An image showing the Gumroad dashboard where I made $23,542.40 in revenue for my first info product.

I’m not writing this to flex — there are many launches more successful than this one. Rather, I want to be transparent about how I built it, and reflect on some lessons learned. I know many developers aspire to launch creative projects. Hopefully this will be helpful!

Photo by Jon Robinson on Unsplash

July 2021 — The idea

I’ve always been inspired by the creative challenge of building a project that scales with my time. Info products are good candidates — build once, sell many.

I started writing online almost 2 years ago. My pieces on code reviews did well. For example, over 68,000 people have read this Twitter thread:

In July 2021, I left Amazon Web Services to be a freelancer. Freelancing gave me some time and project flexibility. Around this time, I got the idea to build a code review course.

But creative projects can get massive, quickly. At the outset, they can be intimidating.

Then I came across a video course by Daniel Vassallo: Everyone Can Build a Twitter Audience.

Watching this course changed my entire perspective on info products.

The course is a 90 minute, unedited video of Daniel talking about what he did to grow on Twitter. He’s using a bad microphone, bad lighting, and slides that don’t even have a theme. (Daniel, please forgive me for roasting your course. 😂)

Yet the course content was incredibly valuable — it changed the way I approach and leverage social media. It’s worth twice the price I paid. I realized that courses don’t need to be fancy to be valuable. The content is what really matters.

He’d launched it on Gumroad. In short, Gumroad is a simple website where you can upload files, and put them behind a paywall as a single product.

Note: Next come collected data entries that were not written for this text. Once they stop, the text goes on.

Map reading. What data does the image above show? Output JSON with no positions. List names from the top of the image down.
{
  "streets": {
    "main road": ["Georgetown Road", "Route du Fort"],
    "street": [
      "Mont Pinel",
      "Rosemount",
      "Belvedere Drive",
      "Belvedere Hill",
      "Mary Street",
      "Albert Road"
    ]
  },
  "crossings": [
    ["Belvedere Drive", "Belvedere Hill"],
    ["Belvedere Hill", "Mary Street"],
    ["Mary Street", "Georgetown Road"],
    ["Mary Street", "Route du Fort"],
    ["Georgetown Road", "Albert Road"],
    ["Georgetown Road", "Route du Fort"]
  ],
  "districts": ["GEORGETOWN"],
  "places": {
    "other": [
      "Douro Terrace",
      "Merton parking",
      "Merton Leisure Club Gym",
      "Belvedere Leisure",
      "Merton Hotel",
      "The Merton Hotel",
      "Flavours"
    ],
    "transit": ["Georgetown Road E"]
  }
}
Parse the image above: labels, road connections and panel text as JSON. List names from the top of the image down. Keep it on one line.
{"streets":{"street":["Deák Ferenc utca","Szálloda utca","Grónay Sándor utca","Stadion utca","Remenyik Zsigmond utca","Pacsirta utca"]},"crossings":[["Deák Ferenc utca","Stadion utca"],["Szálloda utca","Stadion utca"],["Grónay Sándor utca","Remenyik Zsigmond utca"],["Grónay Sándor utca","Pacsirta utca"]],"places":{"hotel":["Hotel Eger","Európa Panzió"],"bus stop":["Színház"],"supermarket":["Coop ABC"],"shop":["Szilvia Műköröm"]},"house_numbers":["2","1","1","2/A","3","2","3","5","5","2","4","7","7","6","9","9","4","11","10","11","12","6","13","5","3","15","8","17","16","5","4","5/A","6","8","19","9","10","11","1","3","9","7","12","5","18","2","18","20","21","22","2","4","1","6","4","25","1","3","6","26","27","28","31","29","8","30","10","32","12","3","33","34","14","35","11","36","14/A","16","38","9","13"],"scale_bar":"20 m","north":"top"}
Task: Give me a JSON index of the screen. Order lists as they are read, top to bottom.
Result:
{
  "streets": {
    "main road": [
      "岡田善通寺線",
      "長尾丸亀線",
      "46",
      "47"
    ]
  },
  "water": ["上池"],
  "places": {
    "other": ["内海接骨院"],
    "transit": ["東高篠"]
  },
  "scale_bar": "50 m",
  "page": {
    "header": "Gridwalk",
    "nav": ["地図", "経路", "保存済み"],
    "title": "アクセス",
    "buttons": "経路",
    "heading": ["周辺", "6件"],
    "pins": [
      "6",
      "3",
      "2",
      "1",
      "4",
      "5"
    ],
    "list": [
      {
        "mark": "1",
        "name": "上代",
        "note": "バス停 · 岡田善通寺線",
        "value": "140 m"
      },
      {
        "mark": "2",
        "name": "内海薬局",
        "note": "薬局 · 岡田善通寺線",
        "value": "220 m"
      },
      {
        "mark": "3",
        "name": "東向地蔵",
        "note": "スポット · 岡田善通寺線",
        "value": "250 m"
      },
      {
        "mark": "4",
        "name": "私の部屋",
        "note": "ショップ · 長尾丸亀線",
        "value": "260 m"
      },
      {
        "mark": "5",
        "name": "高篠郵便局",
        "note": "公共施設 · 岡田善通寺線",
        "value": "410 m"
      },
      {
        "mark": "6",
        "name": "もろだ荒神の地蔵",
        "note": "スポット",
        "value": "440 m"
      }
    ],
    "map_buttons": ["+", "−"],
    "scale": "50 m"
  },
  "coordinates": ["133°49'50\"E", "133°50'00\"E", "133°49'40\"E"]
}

I was inspired to take a similar approach. I’d focus on high-quality content, without fancy and extravagant extras. (I did decide to edit the videos, though. 🤣)

So I started building — with a horrible blue background, sub-par lighting, and a microphone I barely knew how to use.

An image of me showing a diff, a screenshot from my code review course.

September 2021 — Naming and structure

I’ve learned that the name of the product should directly communicate its value.

Also, a single sentence or phrase should describe it. Like Apple, when they first launched the iPod: “1,000 songs in your pocket.”

For the name, I went with: Master the Code Review

What isn’t immediately obvious is that I cover code reviews in all 3 dimensions: (1) the code review process, (2) giving good reviews, and (3) writing good code that’ll be reviewed.

I went with: “Forge a better process. Give better reviews. Write better code.”

I had a hard time reducing this to a single phrase. So, I went with it. 🤷‍♂️

October 2021 — Announcement and email list

I had no idea if anybody wanted this. To gauge interest, I set up a simple website to collect emails.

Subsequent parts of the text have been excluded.